ノセダ指揮キーロフ歌劇場
ワーグナー「さまよえるオランダ人」

(文中の敬称は省略しています)

●2000/01/23 キーロフ・オペラ3回目の来日公演が始まった。その最初はワーグナーの「さまよえるオランダ人」となった訳だけど、ほんとは21日のゲルギエフ指揮の公演も行くはずだった。しかし所用のため断念、この新鋭の首席指揮者ノセダがタクトを取る公演が、私のキーロフ初日となった。会場は日曜日のマチネという絶好の条件にもかかわらず空席が目立って約7〜8割程度の入り。

オランダ人 ニコライ・プチーリン
ダーラント ゲンナジ-・ベズズベンコフ
ゼンタ ラリッサ・ゴゴレフスカヤ
エリック レオニード・リュバヴィン
マリー オルガ・マールコワ=ミハイレンコ
舵手 エフゲニー・アキーモフ
管弦楽 アンドレア・ノセダ指揮キーロフ歌劇場管弦楽団
演出 テムール・チヘイゼ
美術 ゲオルギー・ツィーピン

 「さまよえるオランダ人」を見るのは、サヴァリッシュ指揮バイエルン国立歌劇場の時と、ゲッツ・フリードリッヒが演出したベルリン・ドイツ・オペラの時だけ。演奏会形式では、以前にホルスト・シュタイン=N響が定期演奏会で取り上げたときと、若杉=都響が抜粋上演したのを見たくらい。そんな中でロシアの歌劇団がワーグナーをどのように上演するのかは一種の怖いもの見たさ的気分もある。

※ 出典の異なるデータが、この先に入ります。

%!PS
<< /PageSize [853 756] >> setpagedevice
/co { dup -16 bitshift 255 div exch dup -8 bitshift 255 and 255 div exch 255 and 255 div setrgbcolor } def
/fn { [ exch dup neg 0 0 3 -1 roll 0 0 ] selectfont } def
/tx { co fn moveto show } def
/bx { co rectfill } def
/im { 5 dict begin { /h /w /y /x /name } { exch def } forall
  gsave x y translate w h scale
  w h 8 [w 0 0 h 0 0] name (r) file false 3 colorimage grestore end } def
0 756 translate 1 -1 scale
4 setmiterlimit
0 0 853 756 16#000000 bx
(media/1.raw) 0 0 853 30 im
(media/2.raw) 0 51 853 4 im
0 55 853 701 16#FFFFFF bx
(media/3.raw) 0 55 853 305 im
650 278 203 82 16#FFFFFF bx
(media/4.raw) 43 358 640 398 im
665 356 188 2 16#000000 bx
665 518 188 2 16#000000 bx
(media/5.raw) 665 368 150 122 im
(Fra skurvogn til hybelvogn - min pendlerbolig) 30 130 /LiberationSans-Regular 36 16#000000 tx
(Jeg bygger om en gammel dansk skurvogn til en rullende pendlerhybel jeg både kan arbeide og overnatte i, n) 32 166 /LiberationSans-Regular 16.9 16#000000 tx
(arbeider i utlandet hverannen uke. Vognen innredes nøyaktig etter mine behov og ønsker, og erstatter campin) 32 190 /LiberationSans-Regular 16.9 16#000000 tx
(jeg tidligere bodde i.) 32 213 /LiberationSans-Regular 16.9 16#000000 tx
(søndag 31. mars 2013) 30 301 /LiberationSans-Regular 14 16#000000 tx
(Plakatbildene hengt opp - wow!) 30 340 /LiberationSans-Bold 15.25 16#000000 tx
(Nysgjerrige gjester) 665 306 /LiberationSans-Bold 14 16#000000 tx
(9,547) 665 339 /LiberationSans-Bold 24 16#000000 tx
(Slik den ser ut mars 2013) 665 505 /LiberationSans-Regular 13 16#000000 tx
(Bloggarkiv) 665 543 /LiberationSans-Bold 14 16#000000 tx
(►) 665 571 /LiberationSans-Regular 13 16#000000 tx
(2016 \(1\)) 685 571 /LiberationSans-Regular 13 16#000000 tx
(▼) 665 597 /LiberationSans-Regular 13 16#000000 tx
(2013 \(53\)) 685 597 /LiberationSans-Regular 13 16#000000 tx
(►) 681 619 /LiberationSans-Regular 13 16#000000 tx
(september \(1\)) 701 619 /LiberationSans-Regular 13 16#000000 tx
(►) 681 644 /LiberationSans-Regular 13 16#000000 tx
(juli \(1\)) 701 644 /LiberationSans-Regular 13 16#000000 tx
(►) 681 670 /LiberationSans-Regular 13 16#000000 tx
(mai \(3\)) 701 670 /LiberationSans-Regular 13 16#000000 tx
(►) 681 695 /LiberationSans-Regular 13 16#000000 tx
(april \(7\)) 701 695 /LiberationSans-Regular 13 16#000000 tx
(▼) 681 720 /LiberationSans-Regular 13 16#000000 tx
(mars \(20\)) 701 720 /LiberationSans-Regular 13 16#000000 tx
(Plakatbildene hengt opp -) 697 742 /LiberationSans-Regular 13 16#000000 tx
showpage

 まずオーケストラなんだけど、これは以前に来日した2回と比較すると、明らかに求心力が失われている。特に弦楽器と木管楽器の音に荒さが見え隠れしているし、各パートの音色に統一感がなく、バラバラに聴こえてしまう。ロシアのオケなんだから、いわゆるワーグナー的な世界を表現できていないのは仕方がないとしても、はたしてどのような志向性を持っているのかが伝わってこないのだ。これは指揮者がノセダだからか・・・と思っていたら、前の22日の公演を聴いた人によるとゲルギエフも基本的には同様で、むしろノセダのほうがオケにメリハリを明確につけていて良いんじゃないの〜・・・という話だった。さすがに金管はめっちゃ巧いんだけど、全体的にはオケ的水準の低下と、演目がワーグナーという問題をクリアーできていないように思えた。

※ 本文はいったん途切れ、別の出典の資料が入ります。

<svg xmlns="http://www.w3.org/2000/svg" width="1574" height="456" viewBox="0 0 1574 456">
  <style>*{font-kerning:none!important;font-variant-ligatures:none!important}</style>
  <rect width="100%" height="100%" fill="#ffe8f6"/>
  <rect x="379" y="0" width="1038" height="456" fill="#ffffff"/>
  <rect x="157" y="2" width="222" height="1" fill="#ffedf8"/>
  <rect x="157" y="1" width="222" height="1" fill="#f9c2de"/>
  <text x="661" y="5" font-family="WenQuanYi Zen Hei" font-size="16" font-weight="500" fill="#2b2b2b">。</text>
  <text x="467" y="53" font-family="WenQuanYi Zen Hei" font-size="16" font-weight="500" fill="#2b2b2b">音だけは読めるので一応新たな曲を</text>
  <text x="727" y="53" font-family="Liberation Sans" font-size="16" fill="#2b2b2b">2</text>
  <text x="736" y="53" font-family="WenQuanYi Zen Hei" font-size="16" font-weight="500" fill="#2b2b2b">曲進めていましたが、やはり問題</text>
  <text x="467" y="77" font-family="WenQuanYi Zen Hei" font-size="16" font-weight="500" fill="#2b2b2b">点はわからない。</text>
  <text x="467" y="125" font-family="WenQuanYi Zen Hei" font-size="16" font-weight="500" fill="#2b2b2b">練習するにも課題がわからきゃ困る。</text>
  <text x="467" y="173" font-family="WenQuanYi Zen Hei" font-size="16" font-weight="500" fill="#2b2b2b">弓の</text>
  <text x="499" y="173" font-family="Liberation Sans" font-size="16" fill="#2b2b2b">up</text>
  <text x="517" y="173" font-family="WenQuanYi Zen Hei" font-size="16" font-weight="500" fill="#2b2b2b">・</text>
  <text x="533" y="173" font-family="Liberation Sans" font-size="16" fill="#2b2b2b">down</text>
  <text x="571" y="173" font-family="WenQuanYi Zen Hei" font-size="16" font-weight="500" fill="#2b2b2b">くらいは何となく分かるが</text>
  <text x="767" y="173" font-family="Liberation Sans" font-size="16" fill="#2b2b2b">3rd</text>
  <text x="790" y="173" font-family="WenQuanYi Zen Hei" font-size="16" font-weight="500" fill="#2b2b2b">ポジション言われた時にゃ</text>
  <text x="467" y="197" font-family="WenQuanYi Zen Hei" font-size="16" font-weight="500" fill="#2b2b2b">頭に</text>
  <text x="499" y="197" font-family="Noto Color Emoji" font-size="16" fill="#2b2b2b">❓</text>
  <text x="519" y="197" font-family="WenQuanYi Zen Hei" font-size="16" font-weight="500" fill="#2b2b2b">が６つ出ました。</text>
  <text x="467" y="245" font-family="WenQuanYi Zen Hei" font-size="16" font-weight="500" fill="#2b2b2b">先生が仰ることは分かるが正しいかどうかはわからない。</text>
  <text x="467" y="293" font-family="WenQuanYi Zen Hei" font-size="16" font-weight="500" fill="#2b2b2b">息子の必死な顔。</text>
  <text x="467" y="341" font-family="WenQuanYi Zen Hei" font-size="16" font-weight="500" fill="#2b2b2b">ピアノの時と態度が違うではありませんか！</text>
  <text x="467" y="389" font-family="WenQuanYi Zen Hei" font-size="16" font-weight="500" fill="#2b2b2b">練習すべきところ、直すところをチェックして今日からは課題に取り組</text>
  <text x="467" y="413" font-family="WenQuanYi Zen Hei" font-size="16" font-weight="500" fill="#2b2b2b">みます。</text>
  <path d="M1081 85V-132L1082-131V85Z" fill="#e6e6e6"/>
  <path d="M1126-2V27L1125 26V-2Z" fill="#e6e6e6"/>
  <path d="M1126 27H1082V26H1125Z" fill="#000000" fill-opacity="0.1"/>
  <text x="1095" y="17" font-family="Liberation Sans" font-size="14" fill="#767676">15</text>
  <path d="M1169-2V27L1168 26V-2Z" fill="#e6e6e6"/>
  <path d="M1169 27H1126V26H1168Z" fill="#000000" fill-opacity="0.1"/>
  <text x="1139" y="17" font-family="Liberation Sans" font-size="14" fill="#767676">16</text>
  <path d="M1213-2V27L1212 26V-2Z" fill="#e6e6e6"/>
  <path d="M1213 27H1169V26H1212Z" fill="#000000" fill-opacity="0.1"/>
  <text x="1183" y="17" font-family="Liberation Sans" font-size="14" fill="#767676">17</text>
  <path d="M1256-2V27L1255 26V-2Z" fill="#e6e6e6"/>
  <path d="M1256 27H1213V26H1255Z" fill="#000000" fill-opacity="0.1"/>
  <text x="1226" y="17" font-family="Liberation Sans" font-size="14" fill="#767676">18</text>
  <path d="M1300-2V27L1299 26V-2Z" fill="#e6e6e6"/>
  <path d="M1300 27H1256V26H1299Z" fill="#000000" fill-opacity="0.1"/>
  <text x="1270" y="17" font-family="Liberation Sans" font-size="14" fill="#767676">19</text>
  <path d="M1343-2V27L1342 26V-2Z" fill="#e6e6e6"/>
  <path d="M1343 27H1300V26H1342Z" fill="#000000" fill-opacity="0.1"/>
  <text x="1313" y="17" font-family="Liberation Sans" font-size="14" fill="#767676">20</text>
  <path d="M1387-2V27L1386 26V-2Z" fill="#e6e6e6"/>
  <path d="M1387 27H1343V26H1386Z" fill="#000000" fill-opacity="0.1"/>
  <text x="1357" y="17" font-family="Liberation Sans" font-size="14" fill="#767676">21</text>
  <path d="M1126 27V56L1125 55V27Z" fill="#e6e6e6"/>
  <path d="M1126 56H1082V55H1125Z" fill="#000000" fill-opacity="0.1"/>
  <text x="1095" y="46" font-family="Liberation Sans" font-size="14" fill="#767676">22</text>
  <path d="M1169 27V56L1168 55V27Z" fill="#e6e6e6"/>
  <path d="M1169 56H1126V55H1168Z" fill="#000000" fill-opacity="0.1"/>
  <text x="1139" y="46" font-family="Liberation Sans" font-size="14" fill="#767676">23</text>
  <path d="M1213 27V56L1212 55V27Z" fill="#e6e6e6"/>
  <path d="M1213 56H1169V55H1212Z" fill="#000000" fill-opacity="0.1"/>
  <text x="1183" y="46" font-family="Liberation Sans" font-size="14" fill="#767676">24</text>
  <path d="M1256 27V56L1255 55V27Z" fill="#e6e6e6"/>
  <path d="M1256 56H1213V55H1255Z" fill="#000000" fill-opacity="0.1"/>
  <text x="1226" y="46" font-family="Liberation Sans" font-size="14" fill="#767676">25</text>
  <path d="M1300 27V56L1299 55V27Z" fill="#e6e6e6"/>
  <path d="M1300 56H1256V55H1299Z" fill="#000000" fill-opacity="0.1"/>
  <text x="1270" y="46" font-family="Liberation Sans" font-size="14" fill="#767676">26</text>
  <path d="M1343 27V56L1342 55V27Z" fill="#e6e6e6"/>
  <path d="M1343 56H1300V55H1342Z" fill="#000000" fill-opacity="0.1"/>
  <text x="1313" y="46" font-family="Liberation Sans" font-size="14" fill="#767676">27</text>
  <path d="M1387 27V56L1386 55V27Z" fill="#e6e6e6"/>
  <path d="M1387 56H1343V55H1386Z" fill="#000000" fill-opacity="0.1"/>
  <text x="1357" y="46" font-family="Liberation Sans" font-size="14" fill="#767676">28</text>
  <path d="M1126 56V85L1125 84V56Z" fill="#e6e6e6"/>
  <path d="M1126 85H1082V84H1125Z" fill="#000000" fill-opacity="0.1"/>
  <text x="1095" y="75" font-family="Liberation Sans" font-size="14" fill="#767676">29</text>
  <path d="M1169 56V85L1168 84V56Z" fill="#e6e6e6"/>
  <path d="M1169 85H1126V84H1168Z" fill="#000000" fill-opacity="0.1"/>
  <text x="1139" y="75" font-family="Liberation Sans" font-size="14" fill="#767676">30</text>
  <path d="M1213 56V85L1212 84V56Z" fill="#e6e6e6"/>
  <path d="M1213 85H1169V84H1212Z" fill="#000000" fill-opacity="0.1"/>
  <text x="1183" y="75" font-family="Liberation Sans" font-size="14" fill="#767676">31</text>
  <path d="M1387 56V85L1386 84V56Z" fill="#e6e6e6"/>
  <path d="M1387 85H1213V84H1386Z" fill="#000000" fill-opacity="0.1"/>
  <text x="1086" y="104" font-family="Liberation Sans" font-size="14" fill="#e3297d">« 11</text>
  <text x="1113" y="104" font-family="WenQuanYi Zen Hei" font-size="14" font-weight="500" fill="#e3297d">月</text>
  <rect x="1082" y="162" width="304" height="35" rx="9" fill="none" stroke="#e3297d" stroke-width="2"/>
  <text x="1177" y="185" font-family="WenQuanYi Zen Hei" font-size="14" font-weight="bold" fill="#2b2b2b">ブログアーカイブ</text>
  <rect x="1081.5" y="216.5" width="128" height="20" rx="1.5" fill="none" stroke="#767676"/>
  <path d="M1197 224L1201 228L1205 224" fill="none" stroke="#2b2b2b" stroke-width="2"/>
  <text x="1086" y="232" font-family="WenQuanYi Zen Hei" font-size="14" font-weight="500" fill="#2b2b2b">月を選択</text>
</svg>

 舞台装置は、船型の断面の骨組みをスケルトン的に組み合わせて船に見立てるもの。その背後には斜めに電光付の道が走っている。シンプルで、いかにもカネがかかっていなさそうな舞台装置。演出的にはオーソドックスな路線でもないし、前衛的でもないものだったけど、一番の問題は人の動きに緊迫感が感じられないこと。幽霊船の乗組員の衣装が、なんとなく宇宙っぽかったような感じだったので、「オランダ人」は宇宙人かタイムトラベラーみたいな「珍」解釈だったのか・・・とも一瞬考えたけど、それは考えすぎで、ただの変な衣装だったみたいだ。この幽霊船の乗組員が登場しても、ぜんぜん緊迫感がなくって、机や椅子をひっくり返したりするんだけど、ぜーんぜん必然性がない。

 ゼンタ役のゴゴレフスカヤは、ビジュアル的にもゼンタ役が難しい上に、最初から最後まで暗い声の一本調子なので「オランダ人伝説の妄想に取り付かれたネーちゃんが、思いつめて勝手に海に飛び込んだ」といった感じに見える。最後のシーンでは思いつめたような雰囲気が必要なんだけど、「つむぎ歌」あたりでは恋に恋する清純さと明るさが必要なんじゃないだろうか。そーゆー演出上のメリハリがないものだから、物語り全体に必然性が感じられないのである。合唱は文句なく巧いし、オランダ人のプチーリン、ダーラントのベズズベンコフも良い声だったし、エリックのリュバヴィンも甘い声が魅力のテノールだったけど、公演全体としては、オーケストラ、演出などの問題が大きくて、ちょっと期待はずれの公演となってしまった。